Panel data in pandas

Files needed = ('dogs.csv', 'WEOOct2016all.xls')

We are learning how to deal with complex datasets in pandas. We began by tackling the multiIndex and now we turn to panel data and its various representations.

Panel data have (at least) three dimensions, for example, a panel might record

  1. several variables (income, age, spending on cheese)
  2. regarding several people
  3. over time

The multiIndex gives us a natural way to handle this data.

In [ ]:
import pandas as pd                 # load pandas and shorten it to pd
import datetime as dt               # load datetime and shorten it to dt
import matplotlib.pyplot as plt     # for making figures

Some panel data

Load the 'dogs.csv' file.

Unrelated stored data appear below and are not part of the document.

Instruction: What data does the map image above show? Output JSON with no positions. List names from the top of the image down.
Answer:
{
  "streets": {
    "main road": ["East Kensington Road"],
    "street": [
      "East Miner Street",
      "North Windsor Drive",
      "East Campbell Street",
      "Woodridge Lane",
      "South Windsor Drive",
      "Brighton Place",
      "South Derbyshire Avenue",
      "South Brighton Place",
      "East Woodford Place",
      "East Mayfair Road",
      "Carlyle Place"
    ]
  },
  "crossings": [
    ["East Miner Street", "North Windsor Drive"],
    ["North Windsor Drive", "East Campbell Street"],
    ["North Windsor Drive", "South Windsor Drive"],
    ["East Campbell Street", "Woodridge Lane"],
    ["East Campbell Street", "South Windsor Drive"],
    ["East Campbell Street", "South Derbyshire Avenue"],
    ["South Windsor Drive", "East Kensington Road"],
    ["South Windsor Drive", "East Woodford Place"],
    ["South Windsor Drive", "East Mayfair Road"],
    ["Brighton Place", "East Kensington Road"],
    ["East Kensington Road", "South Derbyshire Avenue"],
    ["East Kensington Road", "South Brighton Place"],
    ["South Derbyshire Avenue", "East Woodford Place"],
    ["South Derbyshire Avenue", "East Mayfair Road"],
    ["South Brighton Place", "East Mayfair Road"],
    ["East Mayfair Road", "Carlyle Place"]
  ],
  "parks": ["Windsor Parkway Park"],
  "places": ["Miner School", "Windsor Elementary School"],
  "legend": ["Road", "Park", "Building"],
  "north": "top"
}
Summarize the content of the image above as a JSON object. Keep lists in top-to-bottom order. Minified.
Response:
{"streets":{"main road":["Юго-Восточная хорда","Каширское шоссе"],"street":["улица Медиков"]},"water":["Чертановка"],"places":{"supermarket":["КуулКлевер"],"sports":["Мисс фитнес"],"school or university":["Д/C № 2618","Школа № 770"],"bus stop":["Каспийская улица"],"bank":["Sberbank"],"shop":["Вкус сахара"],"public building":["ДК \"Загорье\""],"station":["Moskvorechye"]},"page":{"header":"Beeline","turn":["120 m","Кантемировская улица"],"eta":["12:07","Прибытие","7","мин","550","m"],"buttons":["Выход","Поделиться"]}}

The different dimensions of the data are: variables (walks, snacks); dogs (Buster, Su); and time.

The difference between the 'prem' dataset in the last notebook and this one is that the dogs dataset has a time dimension.

For reference, here are Buster and Su.

In [ ]:
# load a data file with the number of walks and snacks my dogs have had 

dogs = pd.read_csv('dogs.csv')         # data on the habits of my dogs
dogs

Long vs. wide (or stacked vs. unstacked)

This data format is called long because there are lots of rows and not many columns. Moving between long and wide (lots of columns, fewer rows) is a common task in setting up panel data sets.

Pandas calls long data stacked and wide data unstacked. We use the stack() and unstack() methods for moving between long and wide with multiIndexed data. Stack and unstack do not work in place. They always return a copy, so we need to assign it to a variable.

Set up the index

In [ ]:
dogs['time'] = pd.to_datetime(dogs['time'])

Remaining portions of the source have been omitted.